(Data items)

----

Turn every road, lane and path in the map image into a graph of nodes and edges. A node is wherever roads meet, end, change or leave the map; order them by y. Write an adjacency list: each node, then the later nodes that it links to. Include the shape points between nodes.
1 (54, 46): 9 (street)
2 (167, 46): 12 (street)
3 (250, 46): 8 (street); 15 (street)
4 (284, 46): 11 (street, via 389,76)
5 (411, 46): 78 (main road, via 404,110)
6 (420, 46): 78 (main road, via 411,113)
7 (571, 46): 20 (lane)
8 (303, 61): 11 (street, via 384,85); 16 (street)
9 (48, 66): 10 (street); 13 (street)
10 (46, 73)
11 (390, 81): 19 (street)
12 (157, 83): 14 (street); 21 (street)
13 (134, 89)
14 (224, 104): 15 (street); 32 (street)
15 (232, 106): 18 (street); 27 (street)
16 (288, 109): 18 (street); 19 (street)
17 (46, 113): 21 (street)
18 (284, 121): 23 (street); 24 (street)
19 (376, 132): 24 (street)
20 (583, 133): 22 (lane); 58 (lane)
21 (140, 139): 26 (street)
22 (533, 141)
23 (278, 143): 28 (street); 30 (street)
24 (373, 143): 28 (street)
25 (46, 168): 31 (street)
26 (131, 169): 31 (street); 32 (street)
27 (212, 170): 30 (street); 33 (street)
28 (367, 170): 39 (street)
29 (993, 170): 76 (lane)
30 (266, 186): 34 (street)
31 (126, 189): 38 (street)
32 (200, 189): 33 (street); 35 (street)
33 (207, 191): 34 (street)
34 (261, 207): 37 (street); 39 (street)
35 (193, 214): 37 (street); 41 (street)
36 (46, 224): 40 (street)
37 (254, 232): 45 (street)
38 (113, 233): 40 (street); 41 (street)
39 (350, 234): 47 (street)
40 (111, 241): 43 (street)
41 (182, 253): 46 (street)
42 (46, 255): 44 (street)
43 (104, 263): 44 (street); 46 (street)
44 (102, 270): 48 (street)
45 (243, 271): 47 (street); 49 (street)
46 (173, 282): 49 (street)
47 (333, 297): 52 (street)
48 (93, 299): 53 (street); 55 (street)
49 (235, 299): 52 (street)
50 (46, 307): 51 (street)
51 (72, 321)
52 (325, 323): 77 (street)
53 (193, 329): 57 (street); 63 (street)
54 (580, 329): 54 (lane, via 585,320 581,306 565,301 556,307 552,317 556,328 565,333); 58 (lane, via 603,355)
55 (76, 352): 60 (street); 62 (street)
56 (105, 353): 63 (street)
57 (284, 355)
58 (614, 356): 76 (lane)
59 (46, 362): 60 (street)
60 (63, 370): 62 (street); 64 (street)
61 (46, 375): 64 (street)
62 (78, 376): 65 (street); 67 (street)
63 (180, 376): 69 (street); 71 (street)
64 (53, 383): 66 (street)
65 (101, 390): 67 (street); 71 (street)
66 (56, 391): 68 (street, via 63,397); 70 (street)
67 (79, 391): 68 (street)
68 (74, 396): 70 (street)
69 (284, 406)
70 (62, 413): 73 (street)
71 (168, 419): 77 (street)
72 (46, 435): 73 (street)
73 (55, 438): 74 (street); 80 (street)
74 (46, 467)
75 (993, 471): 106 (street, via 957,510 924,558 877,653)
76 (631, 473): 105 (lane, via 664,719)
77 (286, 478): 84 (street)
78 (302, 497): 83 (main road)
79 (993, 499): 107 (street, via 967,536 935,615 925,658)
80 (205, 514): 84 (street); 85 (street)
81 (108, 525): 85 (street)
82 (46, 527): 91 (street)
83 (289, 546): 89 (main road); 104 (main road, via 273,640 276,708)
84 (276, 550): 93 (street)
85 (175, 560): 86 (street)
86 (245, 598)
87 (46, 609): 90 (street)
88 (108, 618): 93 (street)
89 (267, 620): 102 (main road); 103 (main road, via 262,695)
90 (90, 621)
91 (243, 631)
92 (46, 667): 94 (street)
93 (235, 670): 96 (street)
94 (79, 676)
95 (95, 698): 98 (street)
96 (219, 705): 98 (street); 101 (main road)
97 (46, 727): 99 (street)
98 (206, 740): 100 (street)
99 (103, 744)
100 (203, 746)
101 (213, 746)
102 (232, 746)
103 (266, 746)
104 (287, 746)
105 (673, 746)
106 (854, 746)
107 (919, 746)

----

- ABOUT THIS TASK -
Reproduce the records above in their entirety, unchanged.

- ANSWER TO THE PROBLEM -
Turn every road, lane and path in the map image into a graph of nodes and edges. A node is wherever roads meet, end, change or leave the map; order them by y. Write an adjacency list: each node, then the later nodes that it links to. Include the shape points between nodes.
1 (54, 46): 9 (street)
2 (167, 46): 12 (street)
3 (250, 46): 8 (street); 15 (street)
4 (284, 46): 11 (street, via 389,76)
5 (411, 46): 78 (main road, via 404,110)
6 (420, 46): 78 (main road, via 411,113)
7 (571, 46): 20 (lane)
8 (303, 61): 11 (street, via 384,85); 16 (street)
9 (48, 66): 10 (street); 13 (street)
10 (46, 73)
11 (390, 81): 19 (street)
12 (157, 83): 14 (street); 21 (street)
13 (134, 89)
14 (224, 104): 15 (street); 32 (street)
15 (232, 106): 18 (street); 27 (street)
16 (288, 109): 18 (street); 19 (street)
17 (46, 113): 21 (street)
18 (284, 121): 23 (street); 24 (street)
19 (376, 132): 24 (street)
20 (583, 133): 22 (lane); 58 (lane)
21 (140, 139): 26 (street)
22 (533, 141)
23 (278, 143): 28 (street); 30 (street)
24 (373, 143): 28 (street)
25 (46, 168): 31 (street)
26 (131, 169): 31 (street); 32 (street)
27 (212, 170): 30 (street); 33 (street)
28 (367, 170): 39 (street)
29 (993, 170): 76 (lane)
30 (266, 186): 34 (street)
31 (126, 189): 38 (street)
32 (200, 189): 33 (street); 35 (street)
33 (207, 191): 34 (street)
34 (261, 207): 37 (street); 39 (street)
35 (193, 214): 37 (street); 41 (street)
36 (46, 224): 40 (street)
37 (254, 232): 45 (street)
38 (113, 233): 40 (street); 41 (street)
39 (350, 234): 47 (street)
40 (111, 241): 43 (street)
41 (182, 253): 46 (street)
42 (46, 255): 44 (street)
43 (104, 263): 44 (street); 46 (street)
44 (102, 270): 48 (street)
45 (243, 271): 47 (street); 49 (street)
46 (173, 282): 49 (street)
47 (333, 297): 52 (street)
48 (93, 299): 53 (street); 55 (street)
49 (235, 299): 52 (street)
50 (46, 307): 51 (street)
51 (72, 321)
52 (325, 323): 77 (street)
53 (193, 329): 57 (street); 63 (street)
54 (580, 329): 54 (lane, via 585,320 581,306 565,301 556,307 552,317 556,328 565,333); 58 (lane, via 603,355)
55 (76, 352): 60 (street); 62 (street)
56 (105, 353): 63 (street)
57 (284, 355)
58 (614, 356): 76 (lane)
59 (46, 362): 60 (street)
60 (63, 370): 62 (street); 64 (street)
61 (46, 375): 64 (street)
62 (78, 376): 65 (street); 67 (street)
63 (180, 376): 69 (street); 71 (street)
64 (53, 383): 66 (street)
65 (101, 390): 67 (street); 71 (street)
66 (56, 391): 68 (street, via 63,397); 70 (street)
67 (79, 391): 68 (street)
68 (74, 396): 70 (street)
69 (284, 406)
70 (62, 413): 73 (street)
71 (168, 419): 77 (street)
72 (46, 435): 73 (street)
73 (55, 438): 74 (street); 80 (street)
74 (46, 467)
75 (993, 471): 106 (street, via 957,510 924,558 877,653)
76 (631, 473): 105 (lane, via 664,719)
77 (286, 478): 84 (street)
78 (302, 497): 83 (main road)
79 (993, 499): 107 (street, via 967,536 935,615 925,658)
80 (205, 514): 84 (street); 85 (street)
81 (108, 525): 85 (street)
82 (46, 527): 91 (street)
83 (289, 546): 89 (main road); 104 (main road, via 273,640 276,708)
84 (276, 550): 93 (street)
85 (175, 560): 86 (street)
86 (245, 598)
87 (46, 609): 90 (street)
88 (108, 618): 93 (street)
89 (267, 620): 102 (main road); 103 (main road, via 262,695)
90 (90, 621)
91 (243, 631)
92 (46, 667): 94 (street)
93 (235, 670): 96 (street)
94 (79, 676)
95 (95, 698): 98 (street)
96 (219, 705): 98 (street); 101 (main road)
97 (46, 727): 99 (street)
98 (206, 740): 100 (street)
99 (103, 744)
100 (203, 746)
101 (213, 746)
102 (232, 746)
103 (266, 746)
104 (287, 746)
105 (673, 746)
106 (854, 746)
107 (919, 746)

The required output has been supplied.